Monday, March 21, 2022

Monterey’s Visual Look Up

Howard Oakley:

If you’ve updated to 12.3, it’s very easy to test. Bring up the image of a painting in one of the supported apps, currently including Safari, Photos and Preview. In Safari, Control-click on the image to produce the contextual menu.

At the foot, you should see (sometimes not immediately) the command Look Up.

[…]

A window then pops up over the circle and displays information about the painting, together with a menu of suggested links at the bottom. The amount of detail given in these windows varies considerably.

Howard Oakley:

VLU probably depends on sending Apple’s servers a ‘Neural Hash’ generated from an image, those servers matching it against their database of known images, and returning information about the image for display on your Mac. It’s the last step which appears most important in determining which languages and countries are supported, as someone running their Mac in Japanese isn’t going to find information in English too helpful. Apple therefore needs to localise that returned information, which is going to take time to extend its coverage to more languages. I also suspect the service may have a limited capacity which is being ramped up to cope with more users worldwide.

Howard Oakley (Hacker News):

In its application to CSAM detection, a special protocol is used in conjunction with other techniques to ensure that Apple learns the NeuralHashes only for those images suspected of being CSAM. That appears unnecessary for Visual Look Up, where there shouldn’t be any need for secrecy, other than standard privacy protection.

You can trace VLU at work in the log.

[…]

It thus looks like Visual Look Up, for paintings at least, does use part of Apple’s technology intended for CSAM detection. While VLU is a wonderful feature, it looks more like a fortuitous accident and a demonstration of what might come elsewhere, not a goal in itself.

Previously:

Update (2022-03-23): Howard Oakley:

When looking up images of paintings, VLU works in two phases: in the first, the image is analysed, classified, and any objects within it are detected, in what’s termed a VisionKit Analyzer process. That is reported as complete by the appearance of one or more white dots on the image. The second phase is visual search, in which the NeuralHash or perceptual hash(es) obtained in analysis are then sent to Apple’s servers, and the best-matching results are returned for display as the information about that image or object within it.

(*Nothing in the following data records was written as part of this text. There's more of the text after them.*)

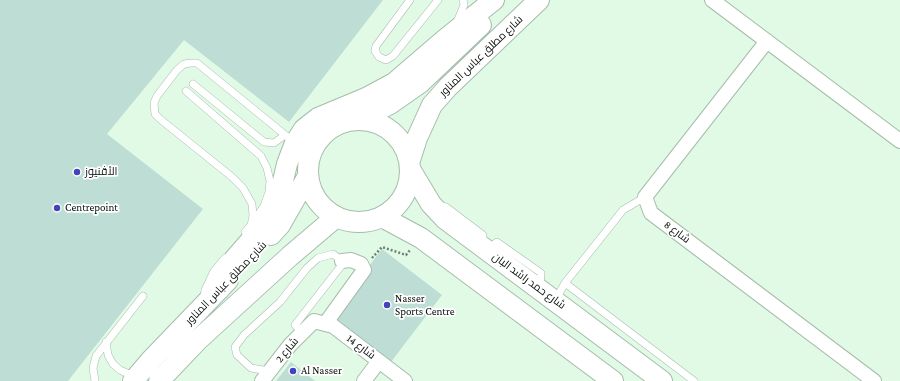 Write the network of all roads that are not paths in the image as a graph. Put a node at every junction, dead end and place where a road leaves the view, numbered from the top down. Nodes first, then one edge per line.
1 (410, 0) edge
2 (438, 0) edge
3 (463, 0) edge
4 (494, 0) edge
5 (505, 0) edge
6 (539, 0) edge
7 (712, 0) edge
8 (444, 40) junction
9 (767, 41) junction
10 (193, 84) dead end
11 (186, 91) dead end
12 (358, 120) junction
13 (290, 139) junction
14 (900, 141) edge
15 (410, 164) junction
16 (308, 176) junction
17 (645, 197) junction
18 (431, 204) junction
19 (336, 217) junction
20 (382, 217) junction
21 (445, 219) junction
22 (250, 225) junction
23 (241, 237) dead end
24 (420, 238) junction
25 (484, 248) junction
26 (228, 254) dead end
27 (342, 261) junction
28 (565, 283) junction
29 (219, 290) junction
30 (143, 296) dead end
31 (555, 301) junction
32 (203, 306) junction
33 (319, 322) junction
34 (590, 327) junction
35 (302, 332) junction
36 (106, 342) junction
37 (578, 356) junction
38 (379, 361) junction
39 (266, 376) edge
40 (135, 378) edge
41 (95, 381) edge
42 (159, 381) edge
43 (364, 381) edge
44 (405, 381) edge
45 (613, 381) edge
46 (662, 381) edge
47 (694, 381) edge
48 (874, 381) edge

1 - 2 lane
3 - 8 lane
4 - 8 street
5 - 12 street, شارع مطلق عباس المناور
6 - 15 street, شارع مطلق عباس المناور
7 - 9 street
8 - 13 street
9 - 14 street
9 - 17 street
10 - 13 lane
11 - 22 lane
12 - 15 street
12 - 16 street
13 - 22 lane
13 - 29 street
15 - 18 street, شارع حمد راشد البان
15 - 20 street
16 - 19 street
16 - 29 street, شارع مطلق عباس المناور
17 - 28 lane
17 - 48 street, شارع 8
18 - 21 street, شارع حمد راشد البان
18 - 25 lane
19 - 20 street
19 - 42 street, شارع مطلق عباس المناور
20 - 24 street
21 - 24 street
21 - 25 street, شارع حمد راشد البان
22 - 23 lane
24 - 37 street
25 - 31 street, شارع حمد راشد البان
26 - 32 lane
27 - 33 street, شارع 2
27 - 35 lane
27 - 39 lane
28 - 31 lane
28 - 47 lane
29 - 32 street, شارع مطلق عباس المناور
30 - 36 lane
31 - 34 street, شارع حمد راشد البان
32 - 40 street, شارع مطلق عباس المناور
33 - 35 street, شارع 2
33 - 38 street, شارع 14
34 - 37 street
34 - 46 street, شارع حمد راشد البان
35 - 39 street, شارع 2
36 - 40 lane
36 - 41 lane
37 - 45 street
38 - 43 street
38 - 44 street, شارع 14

Update (2022-04-14): Howard Oakley:

What isn’t readily available elsewhere is identifying the breed of dog, species of flower, or well-known landmarks. This article examines how those are performed in Visual Look Up (VLU), and how they contrast with Live Text.

Howard Oakley:

The hardware in my iPhone XR, and my M1 Macs, is vastly superior to that in my iMac Pro in one respect: since its A12 in 2018, Apple’s own chips incorporate a Neural Engine. This article considers what difference that makes, and how it affects our privacy.

Howard Oakley:

VLU’s call chain is through mediaanalysisd, which uses Espresso to manage the ANE. Espresso is also used on Intel Macs to manage neural networks run on their CPU cores.

Maximum power drawn by the ANE was 49 mW, which is low even in comparison to that required by E cores.

Howard Oakley:

Visual Look Up is one of the features of macOS which uses Machine Learning (ML), and should just work. However, many users have reported that it doesn’t appear to be available on their Mac, or even stranger, that it works on one system but not others. This article explains what it requires, and how you should be able to use it.